Remember when water was the drink of choice for athletes and just about anyone who needed to quench their thirst? These days, water is quickly being replaced with a variety of energy drinks, flavored waters and sports drinks - and they're being consumed at all hours of the day, not just after a workout or during an athletic competition.

Energy Drinks

One of the major health concerns with energy drinks is their caffeine content: up to 80 mg of caffeine per serving.

According to Brown University, that's more than twice the caffeine in a can of Mountain Dew and more than three times the caffeine in a can of Coca Cola Classic. Too much caffeine can elevate the heart rate, increase blood pressure, and lead to insomnia. (Some manufacturers have now come out with decaffeinated versions, although that hasn't seemed to particularly impact the popularity of the caffeinated varieties.)

A recent study that investigated potential safety issues in energy drinks reveals that most energy drinks also contain some combination of natural products such as guarana, taurine and ginseng. And let's not forget about sugar, one of the major ingredients in addition to caffeine. Average sugar content can exceed 35 grams per can, according to the study.1 (Sugar-free versions of some energy drinks are available, but remember, there are plenty of sugarfree sodas out there, and none of them has health benefits, either.)

Perhaps the most telling point appears in the authors' conclusion: "The amounts of guarana, taurine, and ginseng found in popular energy drinks are far below the amounts expected to deliver either therapeutic benefits or adverse events. However, caffeine and sugar are present in amounts known to cause a variety of adverse health effects."

According to Brown University, energy drinks should never be consumed while exercising, as they tend to promote dehydration, which can be dangerous when combined with fluid loss from sweating.
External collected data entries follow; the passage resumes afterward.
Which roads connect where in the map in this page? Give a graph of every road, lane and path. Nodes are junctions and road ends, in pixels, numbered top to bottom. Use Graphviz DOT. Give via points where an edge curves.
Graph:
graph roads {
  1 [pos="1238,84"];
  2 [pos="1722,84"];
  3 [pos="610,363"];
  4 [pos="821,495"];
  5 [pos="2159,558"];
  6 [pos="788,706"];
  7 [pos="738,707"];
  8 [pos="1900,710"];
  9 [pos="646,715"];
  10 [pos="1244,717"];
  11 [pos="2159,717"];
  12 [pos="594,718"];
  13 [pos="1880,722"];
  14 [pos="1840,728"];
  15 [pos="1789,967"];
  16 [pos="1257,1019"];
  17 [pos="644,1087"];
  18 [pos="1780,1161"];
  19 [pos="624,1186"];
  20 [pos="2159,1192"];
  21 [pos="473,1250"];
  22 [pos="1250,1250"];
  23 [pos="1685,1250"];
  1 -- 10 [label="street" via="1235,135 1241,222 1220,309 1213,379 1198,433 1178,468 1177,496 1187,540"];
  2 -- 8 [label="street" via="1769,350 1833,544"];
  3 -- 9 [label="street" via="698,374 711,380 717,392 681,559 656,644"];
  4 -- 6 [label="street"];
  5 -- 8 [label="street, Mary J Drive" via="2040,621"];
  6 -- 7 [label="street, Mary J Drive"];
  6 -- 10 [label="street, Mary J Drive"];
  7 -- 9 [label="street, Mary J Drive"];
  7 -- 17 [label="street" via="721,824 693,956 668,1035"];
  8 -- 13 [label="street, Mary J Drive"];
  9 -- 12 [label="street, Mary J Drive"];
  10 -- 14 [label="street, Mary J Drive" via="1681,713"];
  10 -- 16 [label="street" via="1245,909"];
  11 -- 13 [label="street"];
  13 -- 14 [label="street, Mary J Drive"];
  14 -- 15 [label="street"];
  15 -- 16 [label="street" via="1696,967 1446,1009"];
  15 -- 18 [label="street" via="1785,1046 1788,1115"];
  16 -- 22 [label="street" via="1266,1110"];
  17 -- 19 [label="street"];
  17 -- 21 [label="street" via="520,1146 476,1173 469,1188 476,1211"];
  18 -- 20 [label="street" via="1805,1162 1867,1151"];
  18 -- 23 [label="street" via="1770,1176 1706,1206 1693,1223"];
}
They also should not be combined with alcohol (they often are); the former is a stimulant and the latter is a depressant, which can be a bad combination. And again, both tend to promote dehydration.

Sports Drinks and Flavored Waters

If you think sports drinks or flavored, vitamin-infused waters are any better than energy drinks, you may want to think again. Sure, they may not be filled with caffeine, but they definitely still have sugar and other additives, and according to a recent study, those added ingredients may contribute to dental problems.

In fact, studies have shown that the combination of sugar, acidic ingredients and additives in some sports drinks can damage tooth enamel to a larger degree than soda. A recent study presented at the International Association for Dental Research meeting in Miami affirms this, with study results suggesting sports drinks - including Gatorade, Vitamin Water, Life Water, Powerade and Propel Fit - cause softening of the dentin, while some may even "significantly" stain the teeth.2

"Sugar is bad, and acid is bad, but many of these [sports drinks and flavored waters] have both. The combination causes tooth decay," said Kimberly Harms, spokesperson for the American Dental Association.3

References

  1. Clauson KA, Shields KM, McQueen CE, Persad N. Safety issues associated with commercially available energy drinks. Journal of the American Pharmacists Association, 2008;48(3):e55-63.
  2. "Sports Drinks May Damage Your Teeth." WebMD Health News, April 3, 2009.
  3. "Study: Sports Drinks May Be Bad for Teeth." CNNhealth.com.